Gehen wir im Buch “Healing the Soul of America” von Marianne Williamson gleich zu jenem Kapitel, in dem die Autorin eine schonungslose Analyse präsentiert, warum die Demokratie in den USA trotz Verfassung und Amendments zutiefst gestört und zerrüttet ist. Der Titel des Kapitels lautet “The Eternals of Finance”, und ich erlaube mir, hier daraus etwas ausführlicher zu zitieren. Es bleibt der geneigten Leserin und dem geneigten Leser überlassen abzuwägen, welche Aspekte ihrer leidenschaftlichen Anklage auch für Europa inklusive Schweiz eine gewisse Gültigkeit beanspruchen kann:
Wir alle haben den Ausdruck “der Geist der Demokratie” schon einmal gehört. Es ist ein Klischee, aber es ist auch etwas sehr Reales. Es ist eine Kraft des Bewusstseins, eine Liebe zur Freiheit und eine Umarmung des Gedankens, dass in jedem von uns eine strahlende Güte steckt, die es verdient, zum Vorschein zu kommen, und die, wenn sie zum Vorschein kommt, einen wahren Garten in der Welt schafft.

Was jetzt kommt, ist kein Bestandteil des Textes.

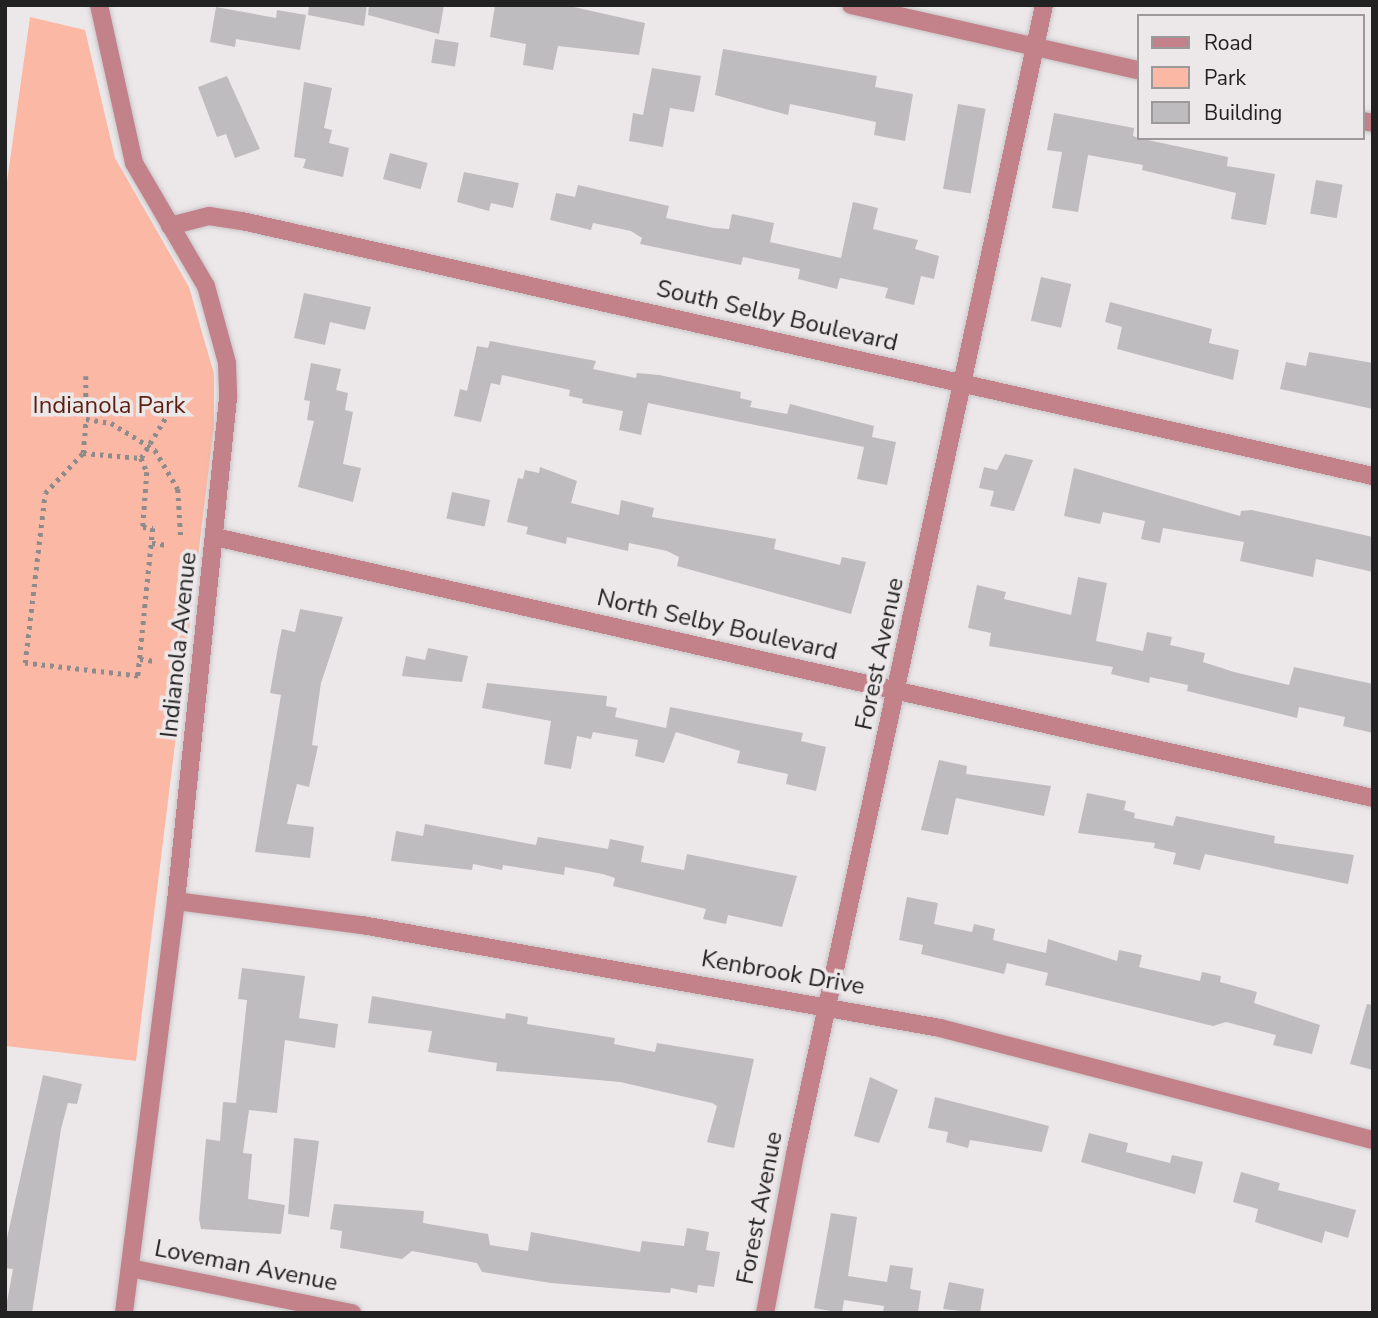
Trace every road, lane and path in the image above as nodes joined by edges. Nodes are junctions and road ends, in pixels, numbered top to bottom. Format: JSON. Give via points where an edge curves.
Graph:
{"nodes":[{"id":1,"x":99,"y":5,"type":"edge"},
{"id":2,"x":851,"y":5,"type":"edge"},
{"id":3,"x":1044,"y":5,"type":"edge"},
{"id":4,"x":1035,"y":47,"type":"junction"},
{"id":5,"x":1136,"y":70,"type":"edge"},
{"id":6,"x":170,"y":226,"type":"junction"},
{"id":7,"x":86,"y":376,"type":"dead end"},
{"id":8,"x":962,"y":384,"type":"junction"},
{"id":9,"x":172,"y":407,"type":"dead end"},
{"id":10,"x":86,"y":419,"type":"junction"},
{"id":11,"x":151,"y":446,"type":"junction"},
{"id":12,"x":83,"y":453,"type":"junction"},
{"id":13,"x":141,"y":458,"type":"junction"},
{"id":14,"x":1373,"y":476,"type":"edge"},
{"id":15,"x":215,"y":537,"type":"junction"},
{"id":16,"x":181,"y":539,"type":"dead end"},
{"id":17,"x":152,"y":543,"type":"junction"},
{"id":18,"x":168,"y":545,"type":"dead end"},
{"id":19,"x":140,"y":659,"type":"junction"},
{"id":20,"x":155,"y":661,"type":"dead end"},
{"id":21,"x":897,"y":690,"type":"junction"},
{"id":22,"x":1373,"y":798,"type":"edge"},
{"id":23,"x":176,"y":901,"type":"junction"},
{"id":24,"x":830,"y":1006,"type":"junction"},
{"id":25,"x":1373,"y":1140,"type":"edge"},
{"id":26,"x":130,"y":1268,"type":"junction"},
{"id":27,"x":124,"y":1313,"type":"edge"},
{"id":28,"x":352,"y":1313,"type":"edge"},
{"id":29,"x":765,"y":1313,"type":"edge"}],
"edges":[{"from":1,"to":6,"type":"street","name":"Indianola Avenue","via":[[134,163]]},
{"from":2,"to":4,"type":"street"},
{"from":3,"to":4,"type":"street","name":"Forest Avenue"},
{"from":4,"to":5,"type":"street"},
{"from":4,"to":8,"type":"street","name":"Forest Avenue"},
{"from":6,"to":8,"type":"street","name":"South Selby Boulevard","via":[[209,216],[242,221]]},
{"from":6,"to":15,"type":"street","name":"Indianola Avenue","via":[[206,286],[227,363],[227,432]]},
{"from":7,"to":10,"type":"path"},
{"from":8,"to":14,"type":"street","name":"South Selby Boulevard"},
{"from":8,"to":21,"type":"street","name":"Forest Avenue"},
{"from":9,"to":11,"type":"path"},
{"from":10,"to":11,"type":"path","via":[[111,422]]},
{"from":10,"to":12,"type":"path"},
{"from":11,"to":13,"type":"path"},
{"from":11,"to":16,"type":"path","via":[[177,489]]},
{"from":12,"to":13,"type":"path"},
{"from":12,"to":19,"type":"path","via":[[45,494],[25,663],[138,676]]},
{"from":13,"to":17,"type":"path","via":[[147,472],[143,527],[153,528]]},
{"from":15,"to":21,"type":"street","name":"North Selby Boulevard"},
{"from":15,"to":23,"type":"street","name":"Indianola Avenue"},
{"from":17,"to":18,"type":"path"},
{"from":17,"to":19,"type":"path"},
{"from":19,"to":20,"type":"path"},
{"from":21,"to":22,"type":"street","name":"North Selby Boulevard"},
{"from":21,"to":24,"type":"street","name":"Forest Avenue"},
{"from":23,"to":24,"type":"street","name":"Kenbrook Drive","via":[[362,925]]},
{"from":23,"to":26,"type":"street","name":"Indianola Avenue"},
{"from":24,"to":25,"type":"street","name":"Kenbrook Drive","via":[[1156,1081]]},
{"from":24,"to":29,"type":"street","name":"Forest Avenue"},
{"from":26,"to":27,"type":"street","name":"Indianola Avenue"},
{"from":26,"to":28,"type":"street","name":"Loveman Avenue"}]}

Und gibt es einen Geist, der “undemokratisch” ist? Ja. Es ist die Antwort der Angst auf die Vorstellung von der Gleichheit der Seelen selbst. Die Liebe bringt alles hervor, was sich von ihr unterscheidet, und die Demokratie hat immer das hervorgerufen, was sie zerstören wollte. Deshalb müssen diejenigen, die die Demokratie lieben, die von ihren Gaben profitieren, immer wachsam sein, um sie zu verteidigen. Antidemokratische Bestrebungen nehmen viele Formen an, aber sie sind immer durch Ungerechtigkeit gekennzeichnet, die von einer Gruppe von Menschen gegenüber einer anderen begangen wird.
Im Ancien Régime in Europa war die Aristokratie ganz offen, wer und was sie war. Heute gibt sich eine der virulentesten antidemokratischen, aristokratischen Kräfte nicht als solche zu erkennen und sieht sich selber auch nicht unbedingt so. Es handelt sich um eine wirtschaftliche Weltanschauung, die nun die Völker der Welt zu beherrschen droht, sogar die sogenannten freien Regierungen der Welt.

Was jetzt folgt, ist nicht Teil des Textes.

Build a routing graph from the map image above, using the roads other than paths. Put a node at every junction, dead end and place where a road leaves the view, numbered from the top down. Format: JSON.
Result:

Im Jahr 2017 gehörten zu 100 größten Volkswirtschaften der Welt einunddreißig Nationen und neunundsechzig Konzerne. Diese Konzerne sind heute buchstäblich mächtiger als die Regierungen. Hinter den Kulissen spielt sich ein hässliches Drama ab, gegen das auch die Vereinigten Staaten nicht immun sind: freie, souveräne Nationen erliegen der Macht eines unternehmerischen Kolonialisierungsprozesses. Die mächtigsten Wirtschaftsinstitutionen der Welt treiben Verträge voran, die es Nationen und Gemeinschaften verbieten, Gesetze zu erlassen, die den Einfluss des globalen Kapitalismus im jeweiligen Land schwächen würden. Eine Nation nach der anderen geht unter, angelockt von der Illusion wirtschaftlicher Sicherheit, die den ahnungslosen Bürgern verkauft wird. Wir geben einer unternehmerischen Vorherrschaft nach, die die Welt kulturell homogenisieren, die große Mehrheit ihrer Bürger unterdrücken und unsere natürlichen Ressourcen zügellos ausbeuten würde.

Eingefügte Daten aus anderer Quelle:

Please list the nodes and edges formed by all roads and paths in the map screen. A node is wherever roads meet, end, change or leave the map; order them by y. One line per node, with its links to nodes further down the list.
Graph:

Die internationalen Finanzinstitutionen haben ein Mandat, das durch die Macht der stärksten Nationen der Welt, insbesondere der Vereinigten Staaten, gestützt wird: alle Hindernisse für den freien internationalen Waren- und Kapitalverkehr zu beseitigen und das Recht auf einen solchen Verkehr auch gegen den Willen demokratischer Regierungen und der Menschen, denen sie rechenschaftspflichtig sind, zu gewährleisten. Dies stellt eine Verhöhnung der Demokratie dar. Können Sie sich einen Vertrag vorstellen, der einer Nation vorschreibt, dass sie dieses oder jenes Gesetz nicht verabschieden darf, wenn es dadurch für ein großes Unternehmen schwieriger wird, in diesem Land Geld zu verdienen? Welchen Unterschied macht es, wer unsere Staatsoberhäupter sind oder wie sehr sie das Wohl ihrer Bürger über das Wohl transnationaler Unternehmen stellen, wenn diese Unternehmen mächtiger geworden sind als Regierungen?
(…)
Geldinteressen kontrollieren den politischen Prozess, indem sie routinemäßig so viele Millionen Dollar in so viele politische Kampagnen stecken, dass sie den Prozess völlig korrumpiert haben. Dies ist kein Geheimnis mehr. Die Gesundheit und das Wohlergehen von Unternehmensstrukturen werden über die Gesundheit und das Wohlergehen von Einzelpersonen und Gemeinschaften gestellt, ganz gleich, wie viele Menschen durch diesen Prozess in der Armut gefangen sind; ganz gleich, wie sehr die bevorzugte Unternehmenspolitik die ohnehin schon alarmierende Kluft zwischen Arm und Reich noch vergrößert; ganz gleich, wie viel menschliches Leid unter den arbeitenden Menschen angerichtet wird, deren Lebensunterhalt durch Unternehmensumstrukturierungen und ‑verkleinerungen bedroht ist; egal, wie viele weitere bekannte Karzinogene in unseren Boden, unsere Luft und unsere Nahrung geschüttet werden; und egal, wie viele junge Menschen in baufällige Schulen geschickt werden, die sich nicht einmal mehr Schulbücher leisten können, in denen der Unterricht per definitionem mehr zur Kontrolle der Massen als zur Bildung wird, in Gemeinden, in denen die realen Chancen junger Menschen, es in der Welt zu schaffen, jeden Tag kleiner und kleiner werden.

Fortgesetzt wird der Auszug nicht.